12. The computer-implemented method of claim 11, wherein the first input feature comprises customer blocker comments and the second input feature comprises customer pain point comments; and

the first set of topic categories indicates customer blocker topic categories and the second set of topic categories indicates customer pain point topic categories.

13. The computer-implemented method of claim 1, further comprising:

selecting the topic modeler from a plurality of topic modelers based on a comparison of perplexity scores for the at least one set of topic models generated by each of the plurality of topic modelers.

14. The computer-implemented method of claim 1, further comprising:

summarizing the at least one feature to generate at least one summarized feature, wherein the vectorizing vectorizes the at least one summarized feature.

15. The computer-implemented method of claim 14, further comprising:

determining whether to summarize the at least one feature based on a length of the at least one feature compared to a threshold length.

16. A computer-readable storage medium having program instructions recorded thereon that, when executed by a processing circuit, perform a method comprising:

preprocessing a first input feature to generate a first preprocessed feature;

preprocessing a second input feature to generate a second preprocessed feature;

vectorizing the first preprocessed feature to generate a first vectorized preprocessed feature;

vectorizing the second preprocessed feature to generate a second vectorized preprocessed feature;

topic modeling the first vectorized preprocessed feature to generate a first set of topic models, each topic model in the first set of topic models comprising keyword probabilities indicating the probabilities of keywords in the topic model;

topic modeling the second vectorized preprocessed feature to generate a second set of topic models, each topic model in the second set of topic models comprising keyword probabilities indicating the probabilities of keywords in the topic model;

clustering the topic models in the first set of topic models based on the keyword probabilities associated with the first set of topic models to generate a first set of clusters of the topic models in the first set of topic models;

clustering the topic models in the second set of topic models based on the keyword probabilities associated with the second set of topic models to generate a second set of clusters of the topic models in the second set of topic models;

determining a first set of topic categories based on the first set of clusters of topic models; and

determining a second set of topic categories based on the second set of clusters of topic models.

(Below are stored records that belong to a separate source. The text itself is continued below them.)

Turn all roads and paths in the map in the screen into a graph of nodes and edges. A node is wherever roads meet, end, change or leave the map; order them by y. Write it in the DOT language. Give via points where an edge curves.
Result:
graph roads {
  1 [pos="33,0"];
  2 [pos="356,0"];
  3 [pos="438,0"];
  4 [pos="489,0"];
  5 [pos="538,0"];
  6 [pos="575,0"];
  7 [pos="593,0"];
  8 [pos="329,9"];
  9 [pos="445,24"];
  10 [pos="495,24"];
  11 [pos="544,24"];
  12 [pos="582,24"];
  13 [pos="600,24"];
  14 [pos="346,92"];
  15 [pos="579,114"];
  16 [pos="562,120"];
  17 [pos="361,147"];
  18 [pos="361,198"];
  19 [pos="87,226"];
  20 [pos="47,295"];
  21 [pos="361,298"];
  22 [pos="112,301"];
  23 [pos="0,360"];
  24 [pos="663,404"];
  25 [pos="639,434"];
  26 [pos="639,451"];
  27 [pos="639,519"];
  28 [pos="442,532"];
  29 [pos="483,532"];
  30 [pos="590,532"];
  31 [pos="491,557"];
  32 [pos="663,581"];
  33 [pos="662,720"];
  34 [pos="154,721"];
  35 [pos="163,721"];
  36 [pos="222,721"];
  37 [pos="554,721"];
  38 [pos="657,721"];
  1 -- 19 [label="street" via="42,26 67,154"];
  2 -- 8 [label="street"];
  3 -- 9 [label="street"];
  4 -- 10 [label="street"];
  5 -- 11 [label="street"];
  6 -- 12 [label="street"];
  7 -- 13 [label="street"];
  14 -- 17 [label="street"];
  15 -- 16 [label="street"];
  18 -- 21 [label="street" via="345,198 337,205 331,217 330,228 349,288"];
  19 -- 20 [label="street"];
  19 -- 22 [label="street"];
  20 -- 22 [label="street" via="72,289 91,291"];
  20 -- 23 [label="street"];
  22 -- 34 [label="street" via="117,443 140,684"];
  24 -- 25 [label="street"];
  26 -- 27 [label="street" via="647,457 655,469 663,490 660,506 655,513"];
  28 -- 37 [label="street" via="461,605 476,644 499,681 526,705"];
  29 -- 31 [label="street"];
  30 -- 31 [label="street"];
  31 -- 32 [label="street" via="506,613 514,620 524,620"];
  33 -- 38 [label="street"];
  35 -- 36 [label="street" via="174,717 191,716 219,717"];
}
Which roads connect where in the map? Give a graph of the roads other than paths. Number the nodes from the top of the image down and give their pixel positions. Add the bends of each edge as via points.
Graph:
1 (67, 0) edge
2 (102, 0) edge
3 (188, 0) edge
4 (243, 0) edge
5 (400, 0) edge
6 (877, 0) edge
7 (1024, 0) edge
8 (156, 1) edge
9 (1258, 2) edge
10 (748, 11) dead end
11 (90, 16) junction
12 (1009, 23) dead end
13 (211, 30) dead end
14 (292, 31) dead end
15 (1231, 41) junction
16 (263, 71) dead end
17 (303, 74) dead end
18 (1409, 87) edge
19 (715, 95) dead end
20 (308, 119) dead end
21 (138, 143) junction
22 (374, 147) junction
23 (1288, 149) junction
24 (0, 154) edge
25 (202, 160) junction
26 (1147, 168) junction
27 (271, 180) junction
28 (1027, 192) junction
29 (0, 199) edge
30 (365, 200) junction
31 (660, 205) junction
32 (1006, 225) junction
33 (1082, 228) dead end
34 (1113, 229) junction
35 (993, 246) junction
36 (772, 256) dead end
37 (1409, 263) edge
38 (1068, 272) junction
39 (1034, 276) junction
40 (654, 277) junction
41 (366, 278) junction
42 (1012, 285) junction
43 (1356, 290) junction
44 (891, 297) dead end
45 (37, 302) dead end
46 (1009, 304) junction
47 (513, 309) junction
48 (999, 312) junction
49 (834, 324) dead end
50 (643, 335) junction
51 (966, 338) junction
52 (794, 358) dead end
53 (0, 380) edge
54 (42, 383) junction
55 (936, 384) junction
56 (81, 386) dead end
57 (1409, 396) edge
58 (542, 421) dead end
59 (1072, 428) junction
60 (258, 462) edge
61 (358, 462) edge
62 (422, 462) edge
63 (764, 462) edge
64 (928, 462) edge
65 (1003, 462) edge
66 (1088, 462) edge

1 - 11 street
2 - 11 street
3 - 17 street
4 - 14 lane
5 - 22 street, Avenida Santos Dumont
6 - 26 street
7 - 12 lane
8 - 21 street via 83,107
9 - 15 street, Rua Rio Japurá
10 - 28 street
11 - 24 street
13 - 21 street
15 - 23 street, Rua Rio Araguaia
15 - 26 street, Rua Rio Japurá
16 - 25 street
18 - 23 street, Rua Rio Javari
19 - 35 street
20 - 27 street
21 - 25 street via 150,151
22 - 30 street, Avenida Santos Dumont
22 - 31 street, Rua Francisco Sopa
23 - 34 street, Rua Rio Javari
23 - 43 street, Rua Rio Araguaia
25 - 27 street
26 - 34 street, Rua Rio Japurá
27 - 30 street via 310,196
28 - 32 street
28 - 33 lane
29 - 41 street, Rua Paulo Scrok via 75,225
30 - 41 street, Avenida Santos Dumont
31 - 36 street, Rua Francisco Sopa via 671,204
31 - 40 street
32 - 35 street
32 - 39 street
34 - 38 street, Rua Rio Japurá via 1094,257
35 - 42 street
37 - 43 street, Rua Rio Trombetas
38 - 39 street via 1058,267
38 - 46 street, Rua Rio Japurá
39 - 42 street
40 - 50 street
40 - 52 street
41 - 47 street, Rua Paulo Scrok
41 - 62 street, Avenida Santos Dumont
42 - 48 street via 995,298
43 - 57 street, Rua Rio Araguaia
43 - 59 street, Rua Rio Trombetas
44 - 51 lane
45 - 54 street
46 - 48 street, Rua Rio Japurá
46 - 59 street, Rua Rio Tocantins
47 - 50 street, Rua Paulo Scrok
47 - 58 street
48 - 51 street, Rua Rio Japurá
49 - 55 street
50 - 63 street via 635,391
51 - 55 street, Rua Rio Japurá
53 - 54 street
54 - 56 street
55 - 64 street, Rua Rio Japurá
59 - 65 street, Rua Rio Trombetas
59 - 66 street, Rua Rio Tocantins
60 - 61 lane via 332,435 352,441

17. The computer-readable storage medium of claim 16, wherein the first input feature comprises customer blocker comments and the second input feature comprises

customer pain point comments; and

18. The computer-readable storage medium of claim 16, the method further comprising:

selecting the topic modeler from a plurality of topic modelers based on a comparison of perplexity scores for topic models generated by each of the plurality of topic modelers.

19. The computer-readable storage medium of claim 16, the method further comprising:

summarizing the first preprocessed feature to generate a first summarized preprocessed feature, wherein the vectorizing of the first preprocessed feature comprises vectorizing the first summarized preprocessed feature.

20. The computer-readable storage medium of claim 19, the method further comprising,

determining whether to summarize the first preprocessed feature based on a length of the first preprocessed feature compared to a threshold length.